Butterflies are free to bloom at Meijer Gardens
March 21, 2012 3:50PM
If you go
Meijer Gardens is at 1000 E. Beltline NE in Grand Rapids, Mich. The drive takes about 21/2 hours via Interstate 94 east to Interstate 196 east. Take Exit 38, East Belt Line Avenue, and follow the signs. Hours are 8 a.m. to 4 p.m. (CDT) Mondays and Wednesdays through Saturdays; 8 a.m. to 8 p.m. Tuesdays; and 10 a.m. to 4 p.m. Sundays.
“Butterflies are Blooming” runs through April 30. Admission to Meijer Gardens and Sculpture Park includes admission to special exhibits and is: $12 for age 14 to 64; $9 for seniors and students with ID; $6 for ages 5 to 13; $4 for ages 3 and 4; and free for children 2 and younger.
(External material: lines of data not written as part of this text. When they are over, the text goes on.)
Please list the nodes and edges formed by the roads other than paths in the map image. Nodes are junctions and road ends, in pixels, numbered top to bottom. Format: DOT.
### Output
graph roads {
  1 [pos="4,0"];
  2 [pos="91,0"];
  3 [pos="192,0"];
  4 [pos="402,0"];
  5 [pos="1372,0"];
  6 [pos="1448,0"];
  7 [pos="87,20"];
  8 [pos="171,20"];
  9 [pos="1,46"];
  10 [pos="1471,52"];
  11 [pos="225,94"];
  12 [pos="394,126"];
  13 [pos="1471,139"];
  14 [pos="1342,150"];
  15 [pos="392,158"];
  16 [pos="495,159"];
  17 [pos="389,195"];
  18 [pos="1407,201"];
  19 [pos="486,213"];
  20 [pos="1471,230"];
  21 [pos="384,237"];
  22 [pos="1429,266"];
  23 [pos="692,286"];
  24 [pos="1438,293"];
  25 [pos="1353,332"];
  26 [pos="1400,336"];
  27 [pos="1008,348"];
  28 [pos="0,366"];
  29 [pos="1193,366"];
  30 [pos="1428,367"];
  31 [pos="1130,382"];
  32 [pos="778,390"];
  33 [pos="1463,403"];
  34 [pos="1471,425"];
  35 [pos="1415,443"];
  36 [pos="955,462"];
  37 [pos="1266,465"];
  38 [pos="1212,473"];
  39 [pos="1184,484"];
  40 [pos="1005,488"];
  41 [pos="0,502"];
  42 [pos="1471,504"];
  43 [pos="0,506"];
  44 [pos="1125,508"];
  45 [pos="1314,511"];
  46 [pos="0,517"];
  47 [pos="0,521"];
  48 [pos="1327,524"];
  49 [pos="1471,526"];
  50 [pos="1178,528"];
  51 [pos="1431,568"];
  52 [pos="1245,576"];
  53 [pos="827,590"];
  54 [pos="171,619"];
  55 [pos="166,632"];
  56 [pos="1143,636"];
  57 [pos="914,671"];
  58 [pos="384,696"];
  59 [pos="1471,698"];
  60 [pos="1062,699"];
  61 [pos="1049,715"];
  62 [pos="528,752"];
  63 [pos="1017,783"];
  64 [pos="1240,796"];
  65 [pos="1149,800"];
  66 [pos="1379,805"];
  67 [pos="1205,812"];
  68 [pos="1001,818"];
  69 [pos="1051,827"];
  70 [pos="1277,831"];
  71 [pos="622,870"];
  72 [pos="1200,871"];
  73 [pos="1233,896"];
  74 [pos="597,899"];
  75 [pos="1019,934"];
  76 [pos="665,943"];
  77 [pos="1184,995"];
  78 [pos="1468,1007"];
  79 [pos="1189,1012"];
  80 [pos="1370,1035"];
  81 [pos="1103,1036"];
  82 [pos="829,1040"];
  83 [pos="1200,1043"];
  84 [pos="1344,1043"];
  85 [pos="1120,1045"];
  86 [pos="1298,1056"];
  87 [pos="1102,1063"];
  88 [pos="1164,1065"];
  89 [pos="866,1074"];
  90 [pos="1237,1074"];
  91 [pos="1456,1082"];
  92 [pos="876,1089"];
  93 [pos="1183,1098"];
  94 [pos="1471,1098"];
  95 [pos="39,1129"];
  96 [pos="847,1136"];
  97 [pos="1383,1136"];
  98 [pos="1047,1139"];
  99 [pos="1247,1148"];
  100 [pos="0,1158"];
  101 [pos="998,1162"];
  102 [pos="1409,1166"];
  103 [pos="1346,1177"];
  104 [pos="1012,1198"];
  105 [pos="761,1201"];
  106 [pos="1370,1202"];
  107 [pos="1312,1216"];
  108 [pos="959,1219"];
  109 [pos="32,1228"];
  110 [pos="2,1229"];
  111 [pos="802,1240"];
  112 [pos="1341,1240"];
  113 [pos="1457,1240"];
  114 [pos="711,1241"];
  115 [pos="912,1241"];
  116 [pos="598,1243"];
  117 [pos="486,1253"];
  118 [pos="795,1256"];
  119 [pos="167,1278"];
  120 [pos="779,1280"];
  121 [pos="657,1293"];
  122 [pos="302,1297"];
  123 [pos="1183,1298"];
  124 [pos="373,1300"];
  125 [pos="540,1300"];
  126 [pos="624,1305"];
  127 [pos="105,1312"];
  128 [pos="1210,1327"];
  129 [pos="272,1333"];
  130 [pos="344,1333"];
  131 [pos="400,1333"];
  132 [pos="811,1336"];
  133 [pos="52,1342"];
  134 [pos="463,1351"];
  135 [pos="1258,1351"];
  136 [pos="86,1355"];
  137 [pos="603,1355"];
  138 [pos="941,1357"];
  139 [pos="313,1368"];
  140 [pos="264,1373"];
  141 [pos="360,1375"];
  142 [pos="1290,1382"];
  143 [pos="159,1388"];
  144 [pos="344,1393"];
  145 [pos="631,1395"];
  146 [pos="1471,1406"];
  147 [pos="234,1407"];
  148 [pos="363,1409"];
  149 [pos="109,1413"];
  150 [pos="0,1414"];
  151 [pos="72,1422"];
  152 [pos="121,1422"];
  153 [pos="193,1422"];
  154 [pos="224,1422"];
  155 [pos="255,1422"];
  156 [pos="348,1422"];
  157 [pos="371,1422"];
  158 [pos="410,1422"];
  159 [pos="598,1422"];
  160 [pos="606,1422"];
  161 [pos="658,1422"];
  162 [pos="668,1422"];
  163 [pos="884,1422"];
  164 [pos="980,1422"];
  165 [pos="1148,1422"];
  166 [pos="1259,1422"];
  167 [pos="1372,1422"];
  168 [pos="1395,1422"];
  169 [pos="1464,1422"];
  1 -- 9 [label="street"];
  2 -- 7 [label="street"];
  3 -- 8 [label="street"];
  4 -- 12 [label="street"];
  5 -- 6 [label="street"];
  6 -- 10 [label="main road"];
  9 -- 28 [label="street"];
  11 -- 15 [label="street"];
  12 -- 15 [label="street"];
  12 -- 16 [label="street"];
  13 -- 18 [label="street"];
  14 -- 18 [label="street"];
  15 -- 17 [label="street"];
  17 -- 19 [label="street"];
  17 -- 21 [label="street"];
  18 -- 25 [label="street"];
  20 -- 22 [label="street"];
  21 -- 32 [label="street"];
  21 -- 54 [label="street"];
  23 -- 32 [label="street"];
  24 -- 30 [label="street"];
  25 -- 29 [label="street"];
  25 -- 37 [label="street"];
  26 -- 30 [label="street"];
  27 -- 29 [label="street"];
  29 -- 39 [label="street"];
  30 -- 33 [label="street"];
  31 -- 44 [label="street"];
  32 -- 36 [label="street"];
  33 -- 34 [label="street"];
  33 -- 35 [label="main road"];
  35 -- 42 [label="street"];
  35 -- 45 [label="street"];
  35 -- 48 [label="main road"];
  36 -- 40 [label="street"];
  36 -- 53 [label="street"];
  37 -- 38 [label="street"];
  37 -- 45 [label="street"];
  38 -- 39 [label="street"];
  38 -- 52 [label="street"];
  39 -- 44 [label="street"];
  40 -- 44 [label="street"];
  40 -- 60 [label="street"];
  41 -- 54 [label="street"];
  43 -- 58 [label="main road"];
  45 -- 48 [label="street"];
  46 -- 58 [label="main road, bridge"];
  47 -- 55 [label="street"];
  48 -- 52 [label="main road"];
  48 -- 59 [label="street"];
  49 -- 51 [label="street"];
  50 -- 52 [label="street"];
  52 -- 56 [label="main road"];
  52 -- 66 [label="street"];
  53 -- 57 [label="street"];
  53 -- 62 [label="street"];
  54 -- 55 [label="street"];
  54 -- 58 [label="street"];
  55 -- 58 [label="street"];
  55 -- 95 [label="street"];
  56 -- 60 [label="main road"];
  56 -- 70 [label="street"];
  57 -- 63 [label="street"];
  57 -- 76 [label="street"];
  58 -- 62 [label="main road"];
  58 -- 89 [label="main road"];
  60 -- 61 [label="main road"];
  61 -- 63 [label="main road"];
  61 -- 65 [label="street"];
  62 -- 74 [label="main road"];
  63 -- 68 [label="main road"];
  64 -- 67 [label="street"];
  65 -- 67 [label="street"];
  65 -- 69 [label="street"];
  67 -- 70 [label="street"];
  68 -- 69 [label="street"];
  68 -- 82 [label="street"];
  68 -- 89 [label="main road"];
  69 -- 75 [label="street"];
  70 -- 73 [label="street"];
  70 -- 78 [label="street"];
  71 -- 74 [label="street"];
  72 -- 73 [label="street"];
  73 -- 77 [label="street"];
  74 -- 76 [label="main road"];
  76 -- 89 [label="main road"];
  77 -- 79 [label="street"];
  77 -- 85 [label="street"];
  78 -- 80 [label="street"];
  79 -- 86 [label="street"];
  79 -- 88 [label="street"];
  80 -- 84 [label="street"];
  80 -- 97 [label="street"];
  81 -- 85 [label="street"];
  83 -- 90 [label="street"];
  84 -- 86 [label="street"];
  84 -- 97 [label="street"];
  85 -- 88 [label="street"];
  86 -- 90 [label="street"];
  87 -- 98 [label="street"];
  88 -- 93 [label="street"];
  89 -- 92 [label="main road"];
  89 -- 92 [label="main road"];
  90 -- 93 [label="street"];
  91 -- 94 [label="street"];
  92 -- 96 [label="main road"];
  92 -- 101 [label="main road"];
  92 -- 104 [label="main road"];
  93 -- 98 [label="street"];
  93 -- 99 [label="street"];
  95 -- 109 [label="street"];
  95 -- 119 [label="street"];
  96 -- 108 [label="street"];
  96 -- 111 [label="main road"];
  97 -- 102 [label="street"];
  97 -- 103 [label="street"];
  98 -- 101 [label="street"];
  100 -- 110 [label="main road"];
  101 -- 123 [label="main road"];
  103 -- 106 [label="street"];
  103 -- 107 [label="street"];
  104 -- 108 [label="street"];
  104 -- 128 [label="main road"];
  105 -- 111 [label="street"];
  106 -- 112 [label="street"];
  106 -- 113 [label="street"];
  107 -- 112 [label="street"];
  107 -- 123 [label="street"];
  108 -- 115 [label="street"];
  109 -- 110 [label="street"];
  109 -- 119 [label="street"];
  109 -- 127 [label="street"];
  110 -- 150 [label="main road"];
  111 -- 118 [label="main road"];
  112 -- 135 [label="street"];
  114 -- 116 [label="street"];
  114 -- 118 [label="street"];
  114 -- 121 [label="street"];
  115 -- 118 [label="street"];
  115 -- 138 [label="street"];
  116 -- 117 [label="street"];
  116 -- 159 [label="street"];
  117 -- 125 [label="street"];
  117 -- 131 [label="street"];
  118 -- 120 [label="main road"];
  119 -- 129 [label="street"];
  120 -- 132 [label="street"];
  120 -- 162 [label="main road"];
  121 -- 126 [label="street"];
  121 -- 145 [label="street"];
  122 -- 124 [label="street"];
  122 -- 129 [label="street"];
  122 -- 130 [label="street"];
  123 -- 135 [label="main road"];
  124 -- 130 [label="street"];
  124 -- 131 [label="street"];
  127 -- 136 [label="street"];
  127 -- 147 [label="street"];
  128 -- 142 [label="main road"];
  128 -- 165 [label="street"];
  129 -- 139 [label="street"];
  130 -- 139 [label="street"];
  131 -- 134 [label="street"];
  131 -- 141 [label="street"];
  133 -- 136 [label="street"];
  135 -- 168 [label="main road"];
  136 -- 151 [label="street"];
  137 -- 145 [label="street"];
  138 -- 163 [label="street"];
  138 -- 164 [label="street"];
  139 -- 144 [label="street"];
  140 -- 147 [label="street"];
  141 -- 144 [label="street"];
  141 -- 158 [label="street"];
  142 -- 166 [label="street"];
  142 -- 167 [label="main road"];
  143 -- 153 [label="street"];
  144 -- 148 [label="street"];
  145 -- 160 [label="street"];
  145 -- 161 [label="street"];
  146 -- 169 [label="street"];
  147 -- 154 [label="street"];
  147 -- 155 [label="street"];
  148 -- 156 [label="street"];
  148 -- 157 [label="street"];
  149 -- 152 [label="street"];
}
For more information, call (888) 957-1580 or go to www.meijergardens.org.
Updated: April 23, 2012 11:25AM
Meijer Gardens and Sculpture Park in Grand Rapids, Mich., makes a great family destination any time of year.
In winter, the lush indoor conservatories are a welcome escape from the cold and gray of winter. In the summer, the gardens are in full regalia while the outdoor concert season is in full swing. Fall brings beautiful colors that further enhance the striking contemporary sculptures installed on the lovely grounds. But spring is my favorite time to visit.
In spring, Meijer Gardens hosts “Butterflies are Blooming,” releasing more than 6,000 butterflies within the already beautiful Lena Meijer Tropical Conservatory. The butterflies fly freely among the plants, the feeding sites and even the visitors.
Each week more than 800 cocoon-like chrysalides of 40-plus different species arrive at the gardens, coming from breeders around the world who raise butterflies in captivity. They are pinned inside Butterfly Bungalow, an exhibit space where they can grow while visitors can see the variety and details up close. Patient — and fortunate — visitors can see them wiggle, and push, and eventually emerge, wet and crumpled, and stretch their wings to dry.
The complete metamorphosis of monarchs is on display in the Caterpillar Room. There, visitors can see how much monarch caterpillars grow while feeding on milkweed, how they form their chrysalides, and how they eventually emerge and take their first flight.
The conservatory building also includes arid, carnivorous, Victorian and seasonal gardens, in addition to an art exhibit space, gift shop and cafe with seating under an impressive glass installation by Dale Chihuly.
The conservatory is just part of the 132-acre grounds. The outdoor areas include a delightful Children’s Garden, outdoor display gardens, and nature trails through gardens, woodlands, wetlands and meadows, and past waterfalls plus beautiful and interesting sculptures. Tram tours through much of the outdoor areas are also available. Tickets are $3 for adults and $1 for children ages 12 and younger.